Physics-informed Fully Connected and Recurrent Neural Networks for Cardiac Electrophysiology Modelling

Ihsahe Olakorede, Shaheim Ogbomo-Harmitt, Ahmed Qureshi, Oleg Aslanidi
King's College London


Abstract

Atrial fibrillation (AF) is the most common cardiac arrhythmia, with a worldwide prevalence of 38 million cases. However, the mechanisms of AF are poorly understood, and the success rate of AF treatments remains suboptimal. Computational modelling of the atrial electrophysiology plays an increasingly important role in dissecting AF mechanisms and improving its treatments, but high computational costs often hinder the application of such models.

We propose three deep learning (DL) models based on fully connected and recurrent neural networks (NNs) to solve the Fitzhugh-Nagumo equations (FNE) and evaluate their potential for fast simulation of 0D, 1D and 2D electrophysiology models. In two of the DL models (recurrent and fully connected NNs), loss functions were based on the incorporation of FNE within its loss function, allowing the optimal combination of training data with physical constraints. Another recurrent NN was developed with a mean squared error (MSE) loss function as a baseline. All DL models use time and spatial coordinates as input data.

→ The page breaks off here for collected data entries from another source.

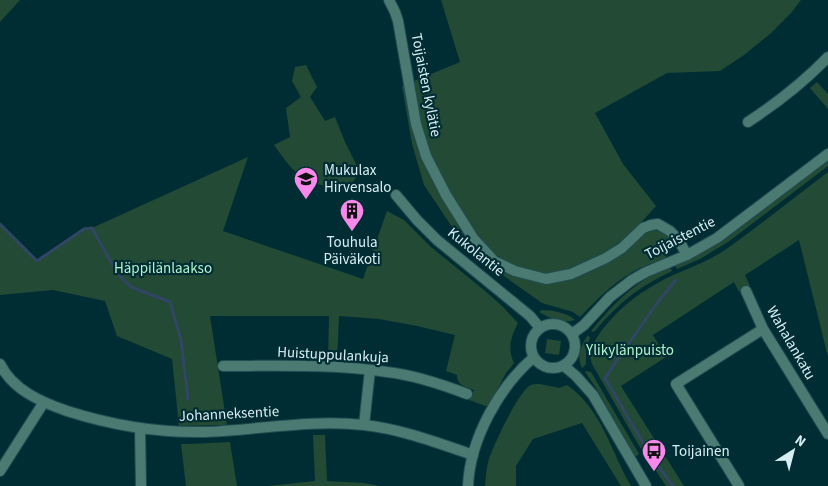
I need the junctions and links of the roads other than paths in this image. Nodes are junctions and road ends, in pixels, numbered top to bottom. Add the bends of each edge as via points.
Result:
1 (389, 0) edge
2 (828, 57) edge
3 (748, 122) dead end
4 (828, 154) edge
5 (396, 195) dead end
6 (686, 255) junction
7 (746, 291) dead end
8 (540, 328) junction
9 (763, 329) junction
10 (572, 334) junction
11 (534, 356) junction
12 (0, 364) edge
13 (223, 366) dead end
14 (564, 366) junction
15 (370, 370) junction
16 (467, 394) dead end
17 (44, 402) junction
18 (364, 425) junction
19 (140, 428) junction
20 (828, 434) edge
21 (473, 455) junction
22 (0, 471) edge
23 (141, 486) edge
24 (468, 486) edge
25 (646, 486) edge
26 (739, 486) edge

1 - 6 street, Toijaisten kylätie via 398,21 416,124 426,156 473,238 494,261 546,279 571,274 622,248 643,228 658,224 678,239
2 - 3 street via 807,78
4 - 6 street, Toijaistentie via 717,238
5 - 8 street, Kukolantie via 437,240 530,316
6 - 10 street, Toijaistentie via 632,280
7 - 9 street, Wahalankatu
8 - 10 street via 558,324
8 - 11 street via 531,341
9 - 20 street, Wahalankatu
9 - 26 street via 676,384
10 - 14 street via 575,349
11 - 14 street via 547,367
11 - 21 street via 502,391
12 - 17 street, Johanneksentie via 18,385
13 - 15 street, Huistuppulankuja
14 - 25 street via 593,395
15 - 16 street, Huistuppulankuja via 435,382
15 - 18 street
17 - 19 street, Johanneksentie via 86,417
17 - 22 street
18 - 19 street, Johanneksentie via 309,424 195,432
18 - 21 street, Johanneksentie via 417,436
19 - 23 street
21 - 24 street

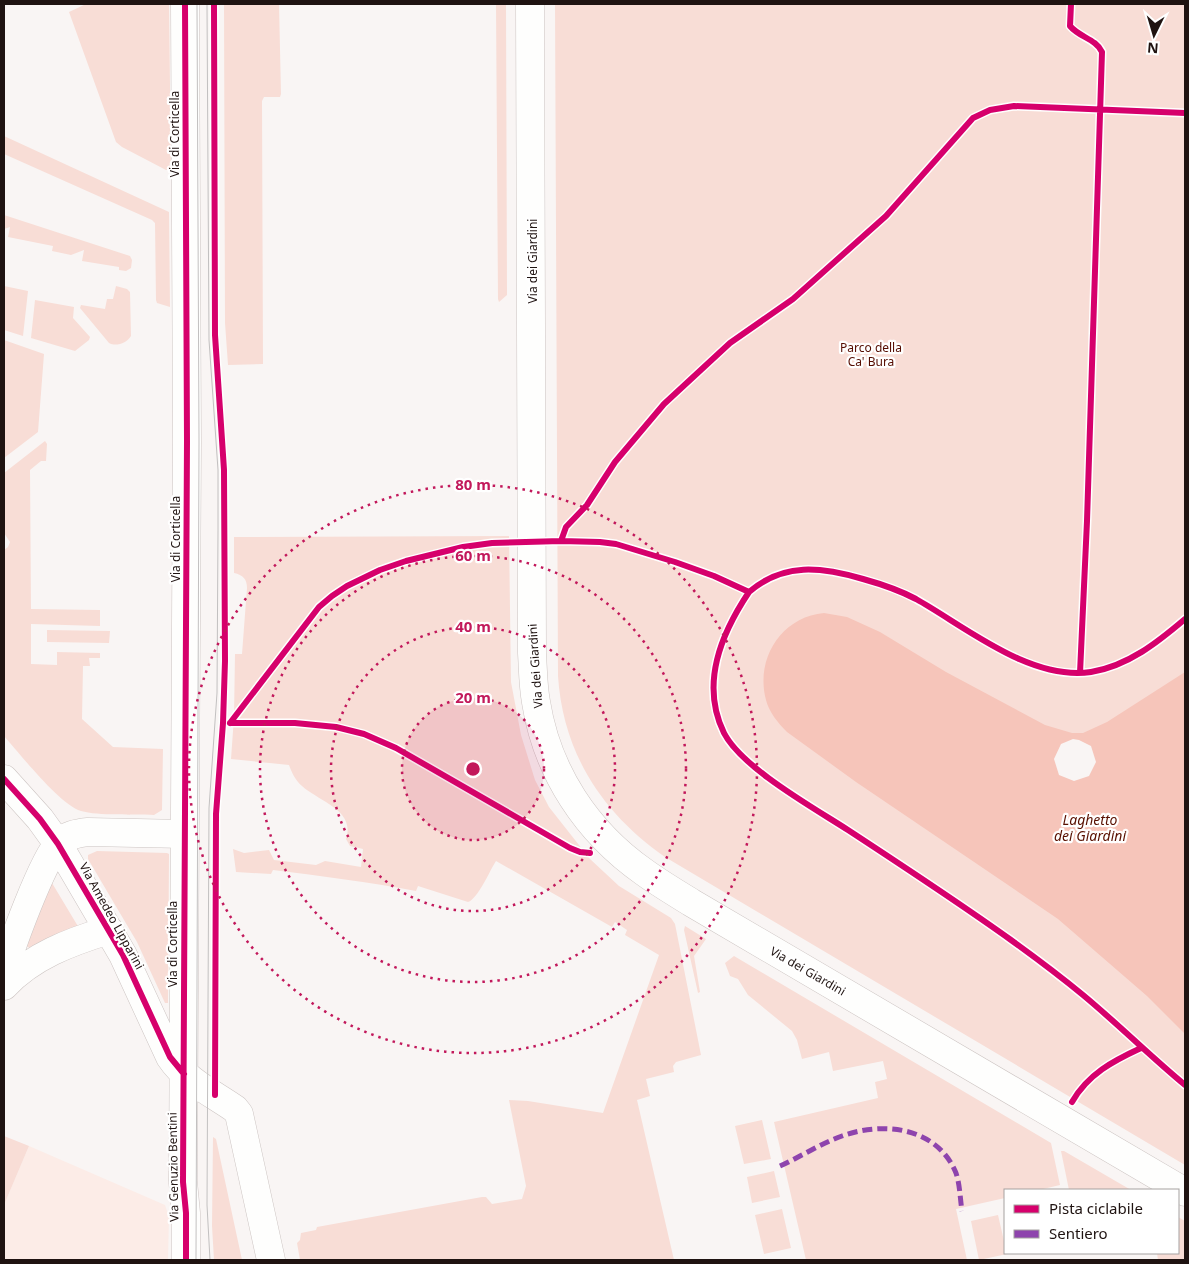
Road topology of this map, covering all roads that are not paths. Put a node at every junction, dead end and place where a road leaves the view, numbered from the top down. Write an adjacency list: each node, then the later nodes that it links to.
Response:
1 (185, 4): 4 (street, Via di Corticella)
2 (530, 4): 10 (street, Via dei Giardini)
3 (4, 779): 5 (street, Via Amedeo Lipparini)
4 (185, 834): 5 (street); 9 (street, Via di Corticella)
5 (58, 844): 6 (street, Via Amedeo Lipparini); 7 (street)
6 (109, 930): 8 (street); 9 (street, Via Amedeo Lipparini)
7 (4, 975)
8 (4, 986)
9 (184, 1074): 11 (street, Via Genuzio Bentini); 12 (street)
10 (1185, 1192)
11 (186, 1260)
12 (271, 1260)

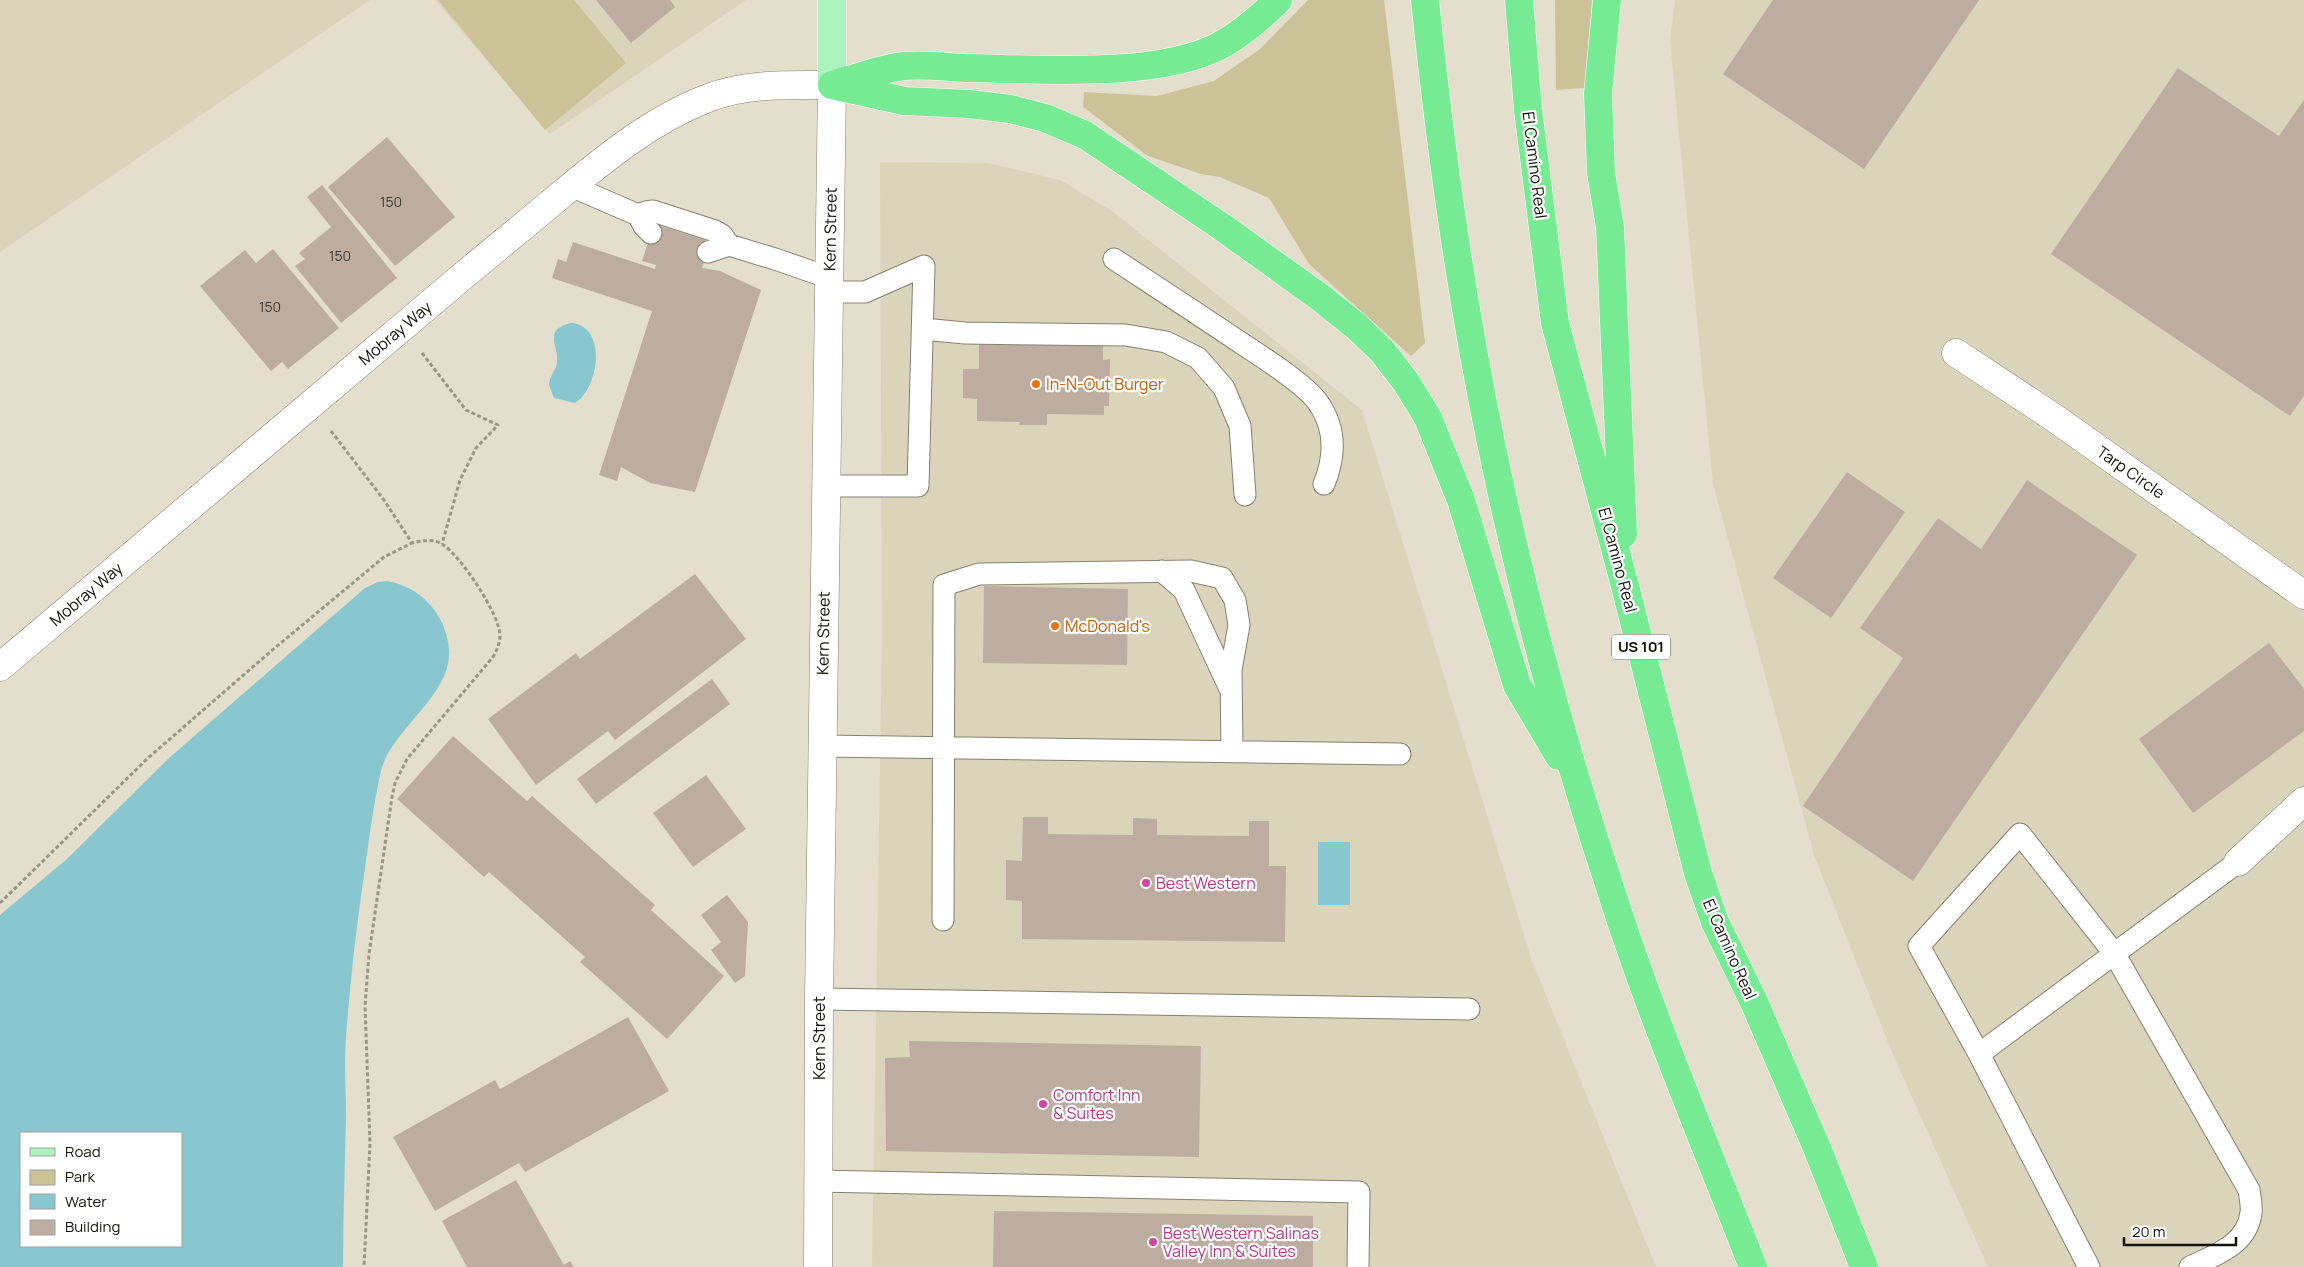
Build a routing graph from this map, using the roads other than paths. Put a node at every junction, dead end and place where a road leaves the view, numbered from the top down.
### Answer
1 (832, 0) edge
2 (1278, 0) edge
3 (1425, 0) edge
4 (1519, 0) edge
5 (1607, 0) edge
6 (832, 85) junction
7 (572, 186) junction
8 (638, 215) junction
9 (651, 233) dead end
10 (729, 246) junction
11 (708, 252) dead end
12 (1114, 259) dead end
13 (830, 285) junction
14 (923, 329) junction
15 (1956, 353) dead end
16 (1324, 484) dead end
17 (825, 486) junction
18 (1245, 495) dead end
19 (1162, 571) junction
20 (1625, 586) junction
21 (2304, 595) edge
22 (0, 667) edge
23 (1232, 691) junction
24 (822, 746) junction
25 (943, 748) junction
26 (1232, 751) junction
27 (1400, 754) dead end
28 (1579, 790) junction
29 (2304, 801) edge
30 (2238, 862) joint
31 (943, 920) dead end
32 (2114, 953) junction
33 (819, 999) junction
34 (1469, 1009) dead end
35 (1979, 1054) junction
36 (818, 1182) junction
37 (818, 1267) edge
38 (1358, 1267) edge
39 (1753, 1267) edge
40 (1864, 1267) edge
41 (2089, 1267) edge
42 (2190, 1267) edge

1 - 6 main road, Kern Street
2 - 6 highway
3 - 28 highway
4 - 20 highway, El Camino Real / US 101
5 - 20 highway
6 - 7 street, Mobray Way
6 - 13 street, Kern Street
6 - 28 highway
7 - 8 lane
7 - 22 street, Mobray Way
8 - 9 lane
8 - 10 lane
10 - 11 lane
10 - 13 lane
12 - 16 lane
13 - 14 lane
13 - 17 street, Kern Street
14 - 17 lane
14 - 18 lane
15 - 21 street, Tarp Circle
17 - 24 street, Kern Street
19 - 23 lane
19 - 23 lane
19 - 25 lane
20 - 40 highway, El Camino Real / US 101
23 - 26 lane
24 - 25 lane
24 - 33 street, Kern Street
25 - 26 lane
25 - 31 lane
26 - 27 lane
28 - 39 highway
29 - 30 street
30 - 32 lane
32 - 35 lane
32 - 35 lane
32 - 42 lane
33 - 34 lane
33 - 36 street, Kern Street
35 - 41 lane
36 - 37 street, Kern Street
36 - 38 lane

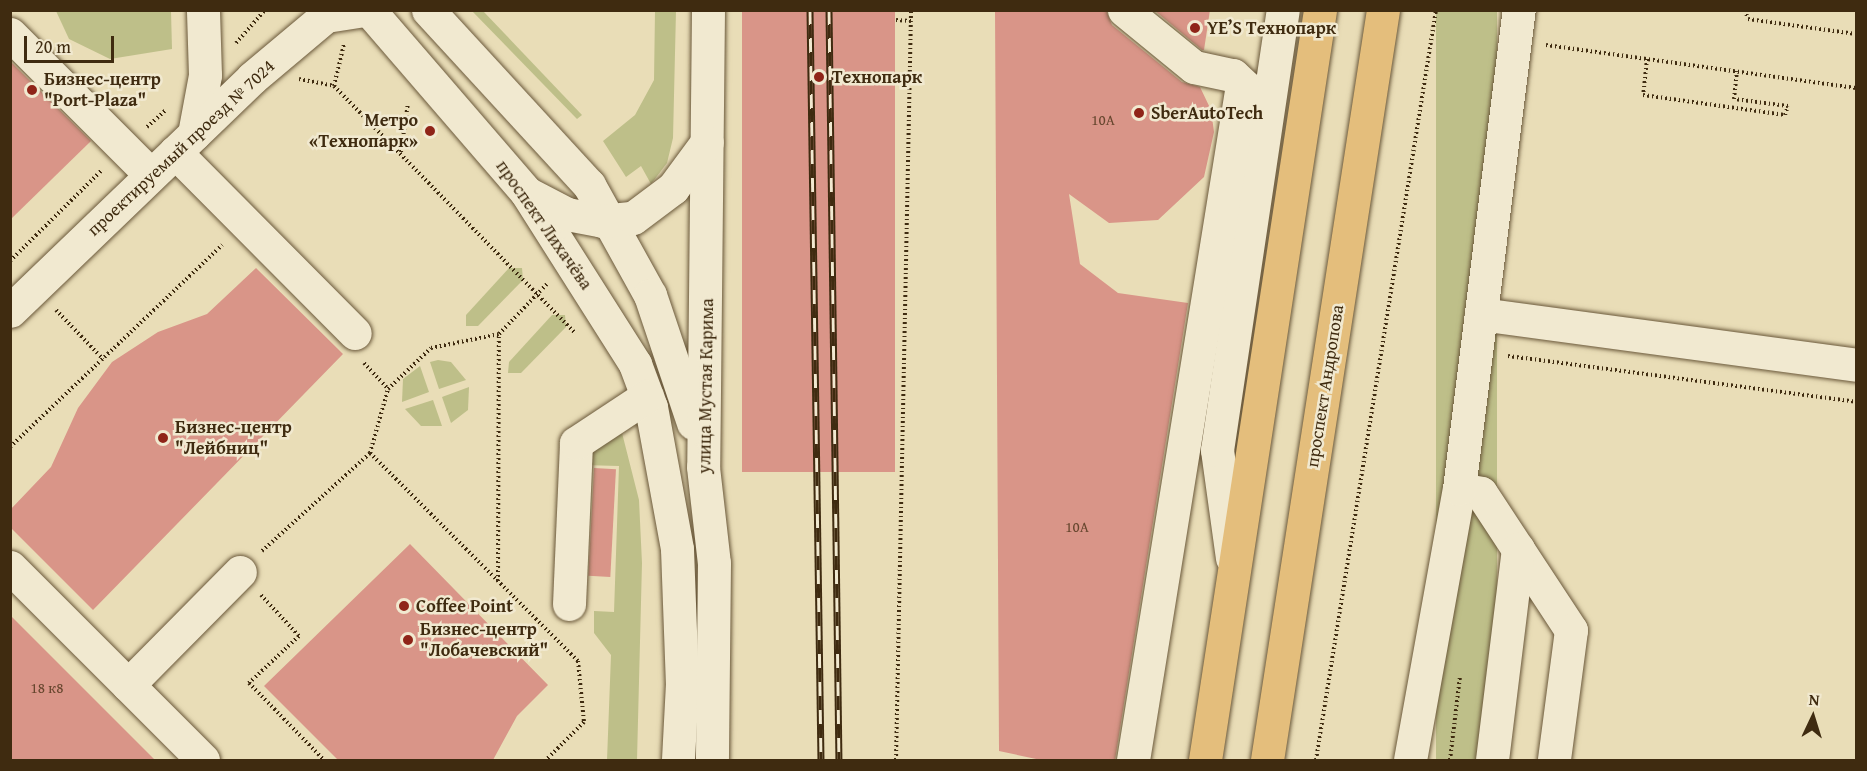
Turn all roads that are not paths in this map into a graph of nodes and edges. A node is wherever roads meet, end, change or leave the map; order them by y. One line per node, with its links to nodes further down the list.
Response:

The training/test datasets were based on numerical solutions of FNE over T = 100 timesteps using the explicit finite-difference method. For 0D, 1D and 2D models, three datasets of Tx1, Tx100 and Tx10x10 pixels were used. The effectiveness and fidelity of the DL models were assessed using the MSE and the residual sum of squares (RSS). In 0D and 1D, similar performances in simulating action potentials were achieved for all three DL models with a general MSE of 10-2, with RSS of 9.0x10-5 (0D) and 13 (1D). In 2D, both recurrent NN models succeeded in simulating a propagating plane wave and a rotating spiral wave, with MSE and RSS scores of 10-2 and 18.

The proposed DL models can be extended to higher dimensions (3D) to provide fast and computationally-inexpensive tools for simulating complex AF patterns.